Yogyakarta Arts Festival

Date Varies In June

Jogja’s large art community’s biggest event of the year. Opens with a parade and includes exhibitions, workshops, open houses, performances and live music.

Yogyakarta Gamelan Festival

Date Varies In July

A celebration of traditional gamelan musical ensembles and the artists who play them. Performances and workshop are held at several locations throughout the city.


The fabled site of Borobudur, a Unesco World Heritage Site, lies near Magelang, 40km (25 miles) northwest of Jogja. This huge mandala, the world’s largest Buddhist monument, was built sometime between AD 778 and 856. Yet, within little more than a century of its completion, it was inexplicably abandoned. In order to beat the crowds and see experience sunrise, head there for 6am when the park opens. Allow a minimum of two hours to tour the site.

Start from the east and ascend the monument, circumambulating each terrace clockwise in succession to see the reliefs, ending on the highest level and its huge crowning stupa, which represents Nirvana.

Heritage tours of Jogja itself usually begin at the Keraton, a two-hundred-year-old palace complex. The palace houses not only the sultan and his family, but also the dynastic regalia and several other buildings bounded by a fortified outer wall. Take a guided tour with one of the palace docents for an insight into the significance of the buildings and artwork on display.

From the Keraton, head north to busy Jl. Malioboro past Alun Alun Lor (North Square). At the first intersection is the Central Post Office and Bank Negara. Across the street is Fort Vredeburg, now called Benteng Budaya, a culture centre where exhibitions are held. On the opposite side of the street is the State Guest House, formerly the Dutch resident’s mansion. Pasar Beringharjo further down and on the right is the city's central market. All are lovingly restored colonial-era buildings.

Places to visit:
Borobudur, Keraton, Fort Vredeburg, State Guest House, Pasar Beringharjo.


Outdoor adventure opportunities abound near Jogja. Popular expeditions include volcano trekking, setting off in the pre-dawn hours to reach the summit of Mt. Merbabu, Mt. Sindoro, Mt. Sumbing or the infamous, highly active Mt. Merapi for sunrise. Also north of Jogja are the Elo and Progo Rivers, where novices are in for a splash and a bit of fun during the dry season (April to October) and adrenaline rush seekers hold competitions during the rainy season when the rivers are fuller.

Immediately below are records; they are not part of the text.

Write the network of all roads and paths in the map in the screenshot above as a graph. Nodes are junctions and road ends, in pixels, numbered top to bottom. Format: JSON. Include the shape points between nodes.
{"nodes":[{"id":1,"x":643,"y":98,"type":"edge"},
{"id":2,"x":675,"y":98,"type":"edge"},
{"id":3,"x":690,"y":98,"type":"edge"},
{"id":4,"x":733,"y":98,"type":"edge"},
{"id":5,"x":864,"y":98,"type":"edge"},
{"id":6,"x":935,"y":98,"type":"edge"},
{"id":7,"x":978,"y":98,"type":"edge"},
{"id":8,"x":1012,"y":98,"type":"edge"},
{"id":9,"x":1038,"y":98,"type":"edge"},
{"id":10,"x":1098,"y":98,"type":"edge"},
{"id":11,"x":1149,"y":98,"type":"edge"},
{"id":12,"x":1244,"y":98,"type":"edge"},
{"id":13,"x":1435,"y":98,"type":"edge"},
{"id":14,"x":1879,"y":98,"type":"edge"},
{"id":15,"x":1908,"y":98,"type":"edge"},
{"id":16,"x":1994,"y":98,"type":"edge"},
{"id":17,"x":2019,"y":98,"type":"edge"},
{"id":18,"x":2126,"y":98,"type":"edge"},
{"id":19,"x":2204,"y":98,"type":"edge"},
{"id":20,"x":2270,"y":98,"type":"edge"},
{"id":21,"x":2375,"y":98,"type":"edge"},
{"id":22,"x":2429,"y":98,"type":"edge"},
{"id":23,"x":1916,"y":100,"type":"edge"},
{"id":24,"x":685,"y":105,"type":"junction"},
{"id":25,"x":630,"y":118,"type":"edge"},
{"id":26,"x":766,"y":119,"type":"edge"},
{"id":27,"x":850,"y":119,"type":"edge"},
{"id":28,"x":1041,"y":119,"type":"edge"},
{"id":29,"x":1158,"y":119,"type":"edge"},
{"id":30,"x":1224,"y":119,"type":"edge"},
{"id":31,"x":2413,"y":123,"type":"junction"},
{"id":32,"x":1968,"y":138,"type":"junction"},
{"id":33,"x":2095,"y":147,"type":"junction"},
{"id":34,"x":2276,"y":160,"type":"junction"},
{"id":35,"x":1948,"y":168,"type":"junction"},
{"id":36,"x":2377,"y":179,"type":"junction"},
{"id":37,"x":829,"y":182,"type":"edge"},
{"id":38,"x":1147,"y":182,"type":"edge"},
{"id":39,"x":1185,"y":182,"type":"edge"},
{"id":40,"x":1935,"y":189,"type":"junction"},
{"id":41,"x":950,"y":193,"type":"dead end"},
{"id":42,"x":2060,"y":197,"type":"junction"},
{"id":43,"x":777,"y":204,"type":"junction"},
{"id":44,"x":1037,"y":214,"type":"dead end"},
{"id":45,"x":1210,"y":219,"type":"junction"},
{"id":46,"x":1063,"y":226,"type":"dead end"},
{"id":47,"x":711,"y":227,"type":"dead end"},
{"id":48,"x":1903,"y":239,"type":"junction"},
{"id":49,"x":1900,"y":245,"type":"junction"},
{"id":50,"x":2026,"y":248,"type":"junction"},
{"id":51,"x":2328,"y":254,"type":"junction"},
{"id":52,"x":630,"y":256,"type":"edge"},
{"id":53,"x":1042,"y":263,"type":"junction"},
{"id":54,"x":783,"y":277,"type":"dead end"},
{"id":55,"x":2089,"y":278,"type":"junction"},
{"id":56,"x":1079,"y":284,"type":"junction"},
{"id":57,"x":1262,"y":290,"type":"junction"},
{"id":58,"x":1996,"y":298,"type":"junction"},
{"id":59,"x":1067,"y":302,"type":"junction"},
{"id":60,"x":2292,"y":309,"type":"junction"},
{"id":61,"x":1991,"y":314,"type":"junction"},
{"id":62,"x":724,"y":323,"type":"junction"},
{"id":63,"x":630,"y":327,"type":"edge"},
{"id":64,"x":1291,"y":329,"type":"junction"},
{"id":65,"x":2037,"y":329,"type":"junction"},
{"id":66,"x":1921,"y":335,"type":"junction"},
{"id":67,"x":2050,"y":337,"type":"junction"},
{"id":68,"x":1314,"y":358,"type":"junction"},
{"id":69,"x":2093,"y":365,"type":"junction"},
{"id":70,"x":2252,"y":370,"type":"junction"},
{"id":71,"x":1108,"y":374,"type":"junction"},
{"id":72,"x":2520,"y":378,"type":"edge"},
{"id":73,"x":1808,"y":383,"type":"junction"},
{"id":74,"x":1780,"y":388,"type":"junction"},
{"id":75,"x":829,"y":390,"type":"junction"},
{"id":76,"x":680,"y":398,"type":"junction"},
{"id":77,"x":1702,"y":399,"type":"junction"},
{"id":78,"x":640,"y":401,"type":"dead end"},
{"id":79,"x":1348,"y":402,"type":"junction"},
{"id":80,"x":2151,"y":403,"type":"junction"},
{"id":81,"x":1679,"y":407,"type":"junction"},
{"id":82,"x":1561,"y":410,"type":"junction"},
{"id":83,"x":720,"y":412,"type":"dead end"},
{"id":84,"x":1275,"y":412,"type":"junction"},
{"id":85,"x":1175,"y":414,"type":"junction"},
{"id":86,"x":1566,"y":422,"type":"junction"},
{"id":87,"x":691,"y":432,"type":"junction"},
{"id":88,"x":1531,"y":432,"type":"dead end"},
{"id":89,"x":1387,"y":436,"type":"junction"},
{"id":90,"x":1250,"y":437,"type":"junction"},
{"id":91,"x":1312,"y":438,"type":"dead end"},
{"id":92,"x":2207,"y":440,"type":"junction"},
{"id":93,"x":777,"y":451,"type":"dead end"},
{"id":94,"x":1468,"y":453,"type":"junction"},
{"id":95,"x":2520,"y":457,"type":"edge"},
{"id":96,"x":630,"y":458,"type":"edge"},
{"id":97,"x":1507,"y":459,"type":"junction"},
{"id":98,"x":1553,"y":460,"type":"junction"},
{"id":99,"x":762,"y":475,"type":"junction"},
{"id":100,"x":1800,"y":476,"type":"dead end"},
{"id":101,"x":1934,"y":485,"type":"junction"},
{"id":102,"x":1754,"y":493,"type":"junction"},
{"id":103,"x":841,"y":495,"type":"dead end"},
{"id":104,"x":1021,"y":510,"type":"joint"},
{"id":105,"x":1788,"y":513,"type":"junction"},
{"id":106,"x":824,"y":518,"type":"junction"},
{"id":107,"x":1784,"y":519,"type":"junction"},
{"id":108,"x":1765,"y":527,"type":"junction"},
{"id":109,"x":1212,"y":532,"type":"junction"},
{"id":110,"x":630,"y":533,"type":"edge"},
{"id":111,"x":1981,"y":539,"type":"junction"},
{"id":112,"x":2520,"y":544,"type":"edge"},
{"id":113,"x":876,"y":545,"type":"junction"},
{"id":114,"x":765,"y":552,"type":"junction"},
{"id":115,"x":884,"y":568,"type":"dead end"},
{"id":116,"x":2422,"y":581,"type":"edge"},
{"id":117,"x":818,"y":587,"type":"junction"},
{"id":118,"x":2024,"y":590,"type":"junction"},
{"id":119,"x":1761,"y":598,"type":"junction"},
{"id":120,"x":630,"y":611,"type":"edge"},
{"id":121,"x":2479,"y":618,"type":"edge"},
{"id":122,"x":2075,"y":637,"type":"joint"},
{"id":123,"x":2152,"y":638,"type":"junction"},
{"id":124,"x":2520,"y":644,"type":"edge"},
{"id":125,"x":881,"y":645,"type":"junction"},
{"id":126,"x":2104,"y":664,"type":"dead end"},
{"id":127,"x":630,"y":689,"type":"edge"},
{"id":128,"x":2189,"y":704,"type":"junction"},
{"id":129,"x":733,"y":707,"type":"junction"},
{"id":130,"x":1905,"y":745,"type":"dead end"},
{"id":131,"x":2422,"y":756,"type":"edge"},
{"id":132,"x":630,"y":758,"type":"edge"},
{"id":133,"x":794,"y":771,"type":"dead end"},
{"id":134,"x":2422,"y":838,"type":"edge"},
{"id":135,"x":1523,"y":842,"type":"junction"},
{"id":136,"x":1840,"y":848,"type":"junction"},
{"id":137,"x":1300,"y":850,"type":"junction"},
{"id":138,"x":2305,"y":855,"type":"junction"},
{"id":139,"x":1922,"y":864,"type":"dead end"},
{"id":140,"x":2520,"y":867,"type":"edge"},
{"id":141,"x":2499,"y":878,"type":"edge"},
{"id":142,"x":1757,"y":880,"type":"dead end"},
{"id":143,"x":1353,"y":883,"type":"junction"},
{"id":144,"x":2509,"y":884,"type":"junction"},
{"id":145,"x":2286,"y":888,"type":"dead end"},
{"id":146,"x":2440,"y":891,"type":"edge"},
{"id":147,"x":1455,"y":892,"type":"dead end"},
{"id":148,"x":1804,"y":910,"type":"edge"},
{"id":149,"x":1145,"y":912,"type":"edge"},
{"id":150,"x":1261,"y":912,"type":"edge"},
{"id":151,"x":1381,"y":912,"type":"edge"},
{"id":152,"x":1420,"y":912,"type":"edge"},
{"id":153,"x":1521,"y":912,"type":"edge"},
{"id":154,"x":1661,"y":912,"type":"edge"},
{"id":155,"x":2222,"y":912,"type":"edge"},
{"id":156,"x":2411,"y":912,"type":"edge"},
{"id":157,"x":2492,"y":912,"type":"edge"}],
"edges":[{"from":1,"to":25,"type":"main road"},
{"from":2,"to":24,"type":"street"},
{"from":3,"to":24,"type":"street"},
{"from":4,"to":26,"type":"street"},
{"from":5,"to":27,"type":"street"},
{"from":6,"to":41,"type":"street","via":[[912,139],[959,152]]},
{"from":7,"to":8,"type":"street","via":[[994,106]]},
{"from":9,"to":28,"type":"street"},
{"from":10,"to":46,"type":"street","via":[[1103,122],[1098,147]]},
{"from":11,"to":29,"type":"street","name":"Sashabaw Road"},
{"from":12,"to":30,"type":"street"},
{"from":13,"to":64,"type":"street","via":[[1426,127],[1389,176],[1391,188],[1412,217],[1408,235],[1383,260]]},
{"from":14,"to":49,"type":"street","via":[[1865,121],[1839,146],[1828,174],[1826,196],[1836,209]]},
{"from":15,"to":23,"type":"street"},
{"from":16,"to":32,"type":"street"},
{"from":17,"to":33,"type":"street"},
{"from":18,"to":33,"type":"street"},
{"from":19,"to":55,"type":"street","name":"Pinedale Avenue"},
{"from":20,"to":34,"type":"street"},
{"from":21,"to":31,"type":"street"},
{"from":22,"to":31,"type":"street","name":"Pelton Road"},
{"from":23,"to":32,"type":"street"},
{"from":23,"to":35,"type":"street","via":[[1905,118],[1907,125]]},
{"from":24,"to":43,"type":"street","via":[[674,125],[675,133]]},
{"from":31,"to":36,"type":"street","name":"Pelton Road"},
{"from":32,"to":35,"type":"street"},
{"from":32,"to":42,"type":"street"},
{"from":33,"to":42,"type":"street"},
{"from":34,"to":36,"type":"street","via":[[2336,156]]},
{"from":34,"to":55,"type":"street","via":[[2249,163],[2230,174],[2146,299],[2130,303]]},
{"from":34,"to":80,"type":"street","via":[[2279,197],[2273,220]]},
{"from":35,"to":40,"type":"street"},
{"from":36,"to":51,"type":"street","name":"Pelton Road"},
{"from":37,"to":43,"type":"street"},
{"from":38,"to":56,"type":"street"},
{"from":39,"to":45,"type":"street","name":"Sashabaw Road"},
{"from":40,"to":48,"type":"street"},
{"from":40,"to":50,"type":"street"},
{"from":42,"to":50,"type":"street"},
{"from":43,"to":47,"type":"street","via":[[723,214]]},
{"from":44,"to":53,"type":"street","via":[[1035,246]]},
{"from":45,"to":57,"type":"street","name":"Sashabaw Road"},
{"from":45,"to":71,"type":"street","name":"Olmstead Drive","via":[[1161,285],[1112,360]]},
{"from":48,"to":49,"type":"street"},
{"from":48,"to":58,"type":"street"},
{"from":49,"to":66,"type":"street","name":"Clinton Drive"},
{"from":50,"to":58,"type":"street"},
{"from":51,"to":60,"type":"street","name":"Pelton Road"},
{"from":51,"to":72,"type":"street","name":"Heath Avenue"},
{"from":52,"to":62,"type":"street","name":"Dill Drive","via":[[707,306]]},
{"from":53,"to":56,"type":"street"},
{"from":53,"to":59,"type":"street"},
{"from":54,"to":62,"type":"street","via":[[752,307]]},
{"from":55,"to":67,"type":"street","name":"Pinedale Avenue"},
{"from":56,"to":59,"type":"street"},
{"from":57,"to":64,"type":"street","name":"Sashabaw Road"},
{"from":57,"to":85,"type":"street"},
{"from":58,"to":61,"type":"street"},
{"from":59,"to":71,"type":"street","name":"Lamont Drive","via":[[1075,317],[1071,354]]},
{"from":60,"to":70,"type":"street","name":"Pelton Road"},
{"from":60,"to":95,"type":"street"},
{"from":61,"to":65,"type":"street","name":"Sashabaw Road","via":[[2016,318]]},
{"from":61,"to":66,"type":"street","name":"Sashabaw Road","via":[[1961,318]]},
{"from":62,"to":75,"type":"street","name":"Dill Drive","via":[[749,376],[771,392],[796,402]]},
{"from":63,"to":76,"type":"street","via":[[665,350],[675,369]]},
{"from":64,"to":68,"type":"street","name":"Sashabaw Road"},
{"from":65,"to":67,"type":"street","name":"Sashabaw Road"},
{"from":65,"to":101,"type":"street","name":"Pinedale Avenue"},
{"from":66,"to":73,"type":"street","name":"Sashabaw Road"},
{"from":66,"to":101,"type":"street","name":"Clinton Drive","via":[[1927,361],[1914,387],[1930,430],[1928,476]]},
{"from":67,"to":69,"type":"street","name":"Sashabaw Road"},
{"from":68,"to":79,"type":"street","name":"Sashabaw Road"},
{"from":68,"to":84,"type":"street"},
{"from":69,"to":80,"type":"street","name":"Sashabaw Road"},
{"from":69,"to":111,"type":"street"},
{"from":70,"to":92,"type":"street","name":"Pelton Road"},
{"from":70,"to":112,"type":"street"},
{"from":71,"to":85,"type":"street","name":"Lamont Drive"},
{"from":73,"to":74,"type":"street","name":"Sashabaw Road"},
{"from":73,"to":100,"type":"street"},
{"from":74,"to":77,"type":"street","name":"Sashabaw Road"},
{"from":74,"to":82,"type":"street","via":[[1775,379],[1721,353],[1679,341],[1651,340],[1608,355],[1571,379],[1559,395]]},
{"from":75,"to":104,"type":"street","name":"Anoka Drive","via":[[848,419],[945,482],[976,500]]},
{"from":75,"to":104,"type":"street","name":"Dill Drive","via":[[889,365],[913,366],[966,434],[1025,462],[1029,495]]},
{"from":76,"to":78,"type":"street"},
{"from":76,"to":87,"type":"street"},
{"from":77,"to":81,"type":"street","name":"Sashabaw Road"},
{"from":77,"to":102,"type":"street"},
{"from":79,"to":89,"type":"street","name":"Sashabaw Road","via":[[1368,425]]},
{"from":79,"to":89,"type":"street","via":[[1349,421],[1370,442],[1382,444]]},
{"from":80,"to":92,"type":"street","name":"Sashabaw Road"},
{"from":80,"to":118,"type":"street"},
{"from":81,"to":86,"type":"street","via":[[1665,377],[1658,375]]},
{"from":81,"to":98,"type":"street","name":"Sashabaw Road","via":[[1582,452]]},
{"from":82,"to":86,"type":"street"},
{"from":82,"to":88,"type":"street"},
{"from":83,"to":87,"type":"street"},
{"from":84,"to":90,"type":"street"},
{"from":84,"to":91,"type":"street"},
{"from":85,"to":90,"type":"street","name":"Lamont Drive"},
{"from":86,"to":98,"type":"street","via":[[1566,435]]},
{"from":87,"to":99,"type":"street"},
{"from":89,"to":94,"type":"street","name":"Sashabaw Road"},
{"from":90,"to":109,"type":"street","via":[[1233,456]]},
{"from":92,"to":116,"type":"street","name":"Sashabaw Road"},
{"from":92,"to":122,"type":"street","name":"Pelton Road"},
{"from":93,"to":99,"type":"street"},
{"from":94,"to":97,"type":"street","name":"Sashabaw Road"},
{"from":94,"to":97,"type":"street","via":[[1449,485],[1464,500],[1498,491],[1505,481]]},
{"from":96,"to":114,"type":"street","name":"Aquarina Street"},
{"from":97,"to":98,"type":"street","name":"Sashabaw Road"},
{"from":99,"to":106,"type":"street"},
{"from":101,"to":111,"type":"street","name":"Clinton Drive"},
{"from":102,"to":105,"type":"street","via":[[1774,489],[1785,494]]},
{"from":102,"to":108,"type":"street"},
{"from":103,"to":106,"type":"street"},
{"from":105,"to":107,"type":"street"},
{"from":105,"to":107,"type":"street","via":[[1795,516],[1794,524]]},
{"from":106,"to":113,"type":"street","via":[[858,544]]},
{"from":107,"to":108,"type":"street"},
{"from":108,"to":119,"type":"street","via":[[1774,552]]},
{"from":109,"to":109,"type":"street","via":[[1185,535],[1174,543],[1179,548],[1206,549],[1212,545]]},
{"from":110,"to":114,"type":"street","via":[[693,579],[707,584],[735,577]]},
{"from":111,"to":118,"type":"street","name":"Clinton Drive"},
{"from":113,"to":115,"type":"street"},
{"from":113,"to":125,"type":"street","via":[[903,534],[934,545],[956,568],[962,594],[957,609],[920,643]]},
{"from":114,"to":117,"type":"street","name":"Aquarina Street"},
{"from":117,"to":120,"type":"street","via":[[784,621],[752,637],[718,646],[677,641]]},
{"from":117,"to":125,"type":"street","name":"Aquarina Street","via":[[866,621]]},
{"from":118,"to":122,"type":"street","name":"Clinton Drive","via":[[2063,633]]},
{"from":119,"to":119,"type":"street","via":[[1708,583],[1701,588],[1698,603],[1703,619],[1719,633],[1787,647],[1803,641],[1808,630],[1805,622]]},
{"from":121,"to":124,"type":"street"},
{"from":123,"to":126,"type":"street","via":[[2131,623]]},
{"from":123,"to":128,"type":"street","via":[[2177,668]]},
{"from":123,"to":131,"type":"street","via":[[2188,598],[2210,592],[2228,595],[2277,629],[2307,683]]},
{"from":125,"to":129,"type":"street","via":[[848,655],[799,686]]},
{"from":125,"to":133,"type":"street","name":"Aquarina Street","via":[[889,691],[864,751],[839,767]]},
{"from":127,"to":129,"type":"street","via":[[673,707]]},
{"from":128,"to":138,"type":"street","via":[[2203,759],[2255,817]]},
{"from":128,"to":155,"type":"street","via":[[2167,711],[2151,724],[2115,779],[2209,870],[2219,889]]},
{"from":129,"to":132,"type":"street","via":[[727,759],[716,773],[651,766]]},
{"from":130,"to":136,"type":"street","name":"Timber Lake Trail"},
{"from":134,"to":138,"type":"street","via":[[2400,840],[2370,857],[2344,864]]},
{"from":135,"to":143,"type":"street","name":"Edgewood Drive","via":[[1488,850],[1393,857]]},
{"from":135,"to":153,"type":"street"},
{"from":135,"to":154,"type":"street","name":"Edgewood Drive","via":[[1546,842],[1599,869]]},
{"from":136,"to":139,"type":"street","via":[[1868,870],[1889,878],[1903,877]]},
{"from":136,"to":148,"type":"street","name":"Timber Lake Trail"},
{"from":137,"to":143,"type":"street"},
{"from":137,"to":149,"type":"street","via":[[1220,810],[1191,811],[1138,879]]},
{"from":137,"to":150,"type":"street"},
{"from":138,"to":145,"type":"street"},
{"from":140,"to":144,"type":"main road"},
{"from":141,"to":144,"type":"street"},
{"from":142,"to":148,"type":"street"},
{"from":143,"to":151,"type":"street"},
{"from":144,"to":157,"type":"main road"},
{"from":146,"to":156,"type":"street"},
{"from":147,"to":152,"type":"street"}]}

South of Jogja in Gunung Kidul Regency is Jomblang Cave (Goa Jomblang), a large stalactite- and stalagmite-studded cavern in the middle of farmland planted with cassava, peanuts and teak trees. With depths of up to 90 meters (295ft), some of the caves within are interconnected.

Several travel agencies offer guided cycling trips, often through villages where stops are made to glimpse the daily life of local farmers who plow their fields with buffaloes while the women tend to household chores.

On the southern shores is a stretch of beaches lining the Indian Ocean. Most of them are rocky and crashing waves make them too dangerous to swim in, but there are a few hidden nooks that welcome those who want to take a dip. Near Ngobaran and Nguyan beaches is a cove protected by towering cliffs and lined with colorful fishing boats that is ideal during the week when the beaches aren’t crowded. Local cooks will prepare your selection of fish for lunch.

Places to visit:
Volcano trekking, Jomblang Cave, Guided cycling trips, Ngobaran and Nguyan beaches.